Coke shareholders approve executive pay, but by low margin

By Anjali Athavaley and Ross Kerber

NEW YORK/BOSTON, April 29 (Reuters) - Coca-Cola Co's shareholders on Wednesday approved the beverage maker's pay for top executives, but by a lower-than-average margin in the face of concerns by large proxy advisers.

Atlanta-based Coke said preliminary results from its annual shareholding meeting show that 80.4 percent of votes cast were in favor of its executive compensation, about 10 percentage points below the average for a company in the Standard & Poor's 500 index. While the vote is only advisory, it indicates shareholder sentiment, and the company faced an investor revolt over its executive pay last year.

"We have strong support from our shareowners, including a number of our largest, for the company's compensation programs, which are performance-based and consistent with shareowners' interests," Coke said in a statement.

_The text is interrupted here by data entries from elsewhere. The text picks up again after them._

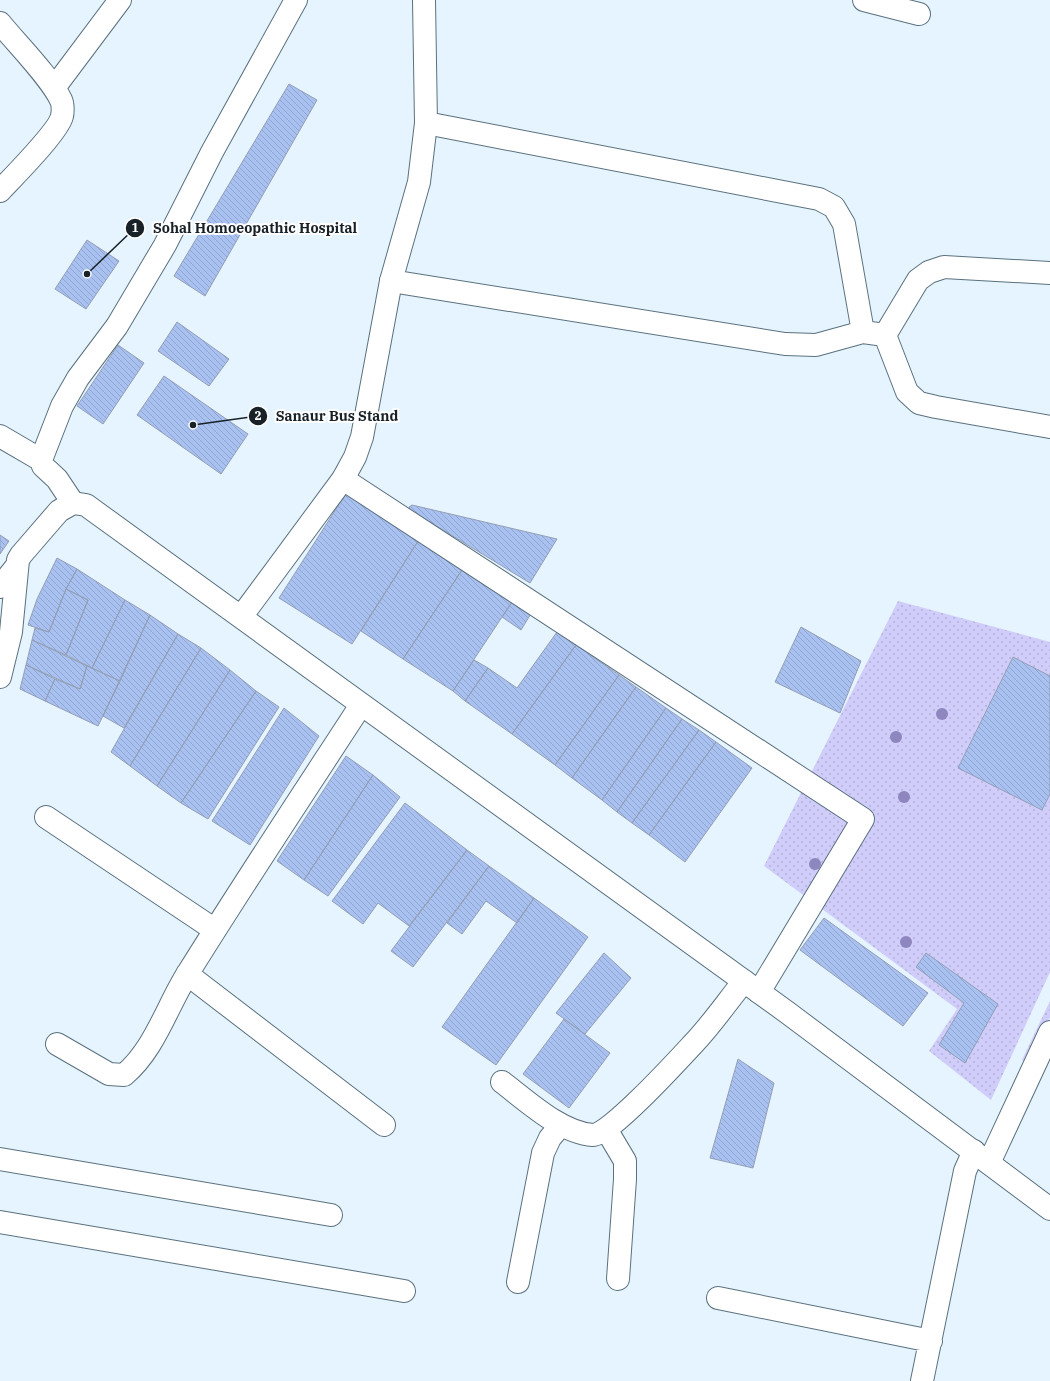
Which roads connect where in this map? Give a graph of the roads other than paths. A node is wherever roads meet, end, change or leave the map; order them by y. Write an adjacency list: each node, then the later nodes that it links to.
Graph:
1 (120, 0): 7 (street)
2 (424, 0): 8 (street)
3 (864, 0): 5 (street)
4 (291, 2): 16 (street)
5 (920, 14)
6 (0, 23): 7 (street)
7 (54, 88): 9 (street)
8 (426, 123): 11 (street); 12 (street)
9 (0, 191)
10 (1050, 274): 13 (street)
11 (392, 281): 12 (street); 17 (street)
12 (864, 332): 13 (street)
13 (885, 334): 14 (street)
14 (1050, 427)
15 (0, 436): 16 (street)
16 (41, 460): 18 (street)
17 (343, 479): 21 (street); 27 (street)
18 (73, 503): 19 (street); 21 (street)
19 (16, 567): 20 (street); 22 (street)
20 (0, 588)
21 (241, 617): 23 (street)
22 (0, 677)
23 (361, 705): 25 (street); 27 (street)
24 (46, 817): 25 (street)
25 (215, 930): 26 (street)
26 (187, 974): 29 (street); 31 (street)
27 (751, 987): 33 (street); 34 (street)
28 (1050, 1032): 34 (street)
29 (57, 1044)
30 (502, 1082): 32 (street)
31 (384, 1125)
32 (561, 1125): 33 (street); 40 (street)
33 (606, 1129): 39 (street)
34 (981, 1157): 36 (street); 43 (street)
35 (0, 1159): 37 (street)
36 (1050, 1209)
37 (331, 1216)
38 (0, 1222): 41 (street)
39 (618, 1279)
40 (518, 1282)
41 (404, 1291)
42 (718, 1298): 43 (street)
43 (931, 1341): 44 (street)
44 (922, 1381)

"This outcome reflects support for the enhancements made in the past year to strengthen executive compensation as well as the direct engagement with shareowners."

Coke made changes to its equity plan last fall, adopting new guidelines that would be less heavily weighted toward stock options.

According to pay consulting firm Semler Brossy, among S&P 500 companies the average level of support for executive pay was 92 percent in 2014, and is running at a similar level so far this year among 65 companies that have held their advisory votes.

Semler Brossy Managing Director Todd Sirras called the result at Coke "a solid B," and said it is "hard to say" whether the figure will lead Coke to make more compensation changes.

Institutional Shareholder Services, which advises pension funds, mutual funds and other money managers, had recommended investors vote against the pay of the beverage company's top leaders, including Chairman and Chief Executive Muhtar Kent, who earned $25.2 million in 2014.

Another proxy adviser, Glass Lewis & Co, had recommended investors support the pay, but said in a report it is concerned that bonus limits at the company are too high.

Meanwhile, two large pension fund overseers, the California State Teachers' Retirement System and the Canada Pension Plan Investment Board, which each hold less than 1 percent of Coke shares, voted against the pay detailed in Coke's proxy released in March, according to disclosures on their websites.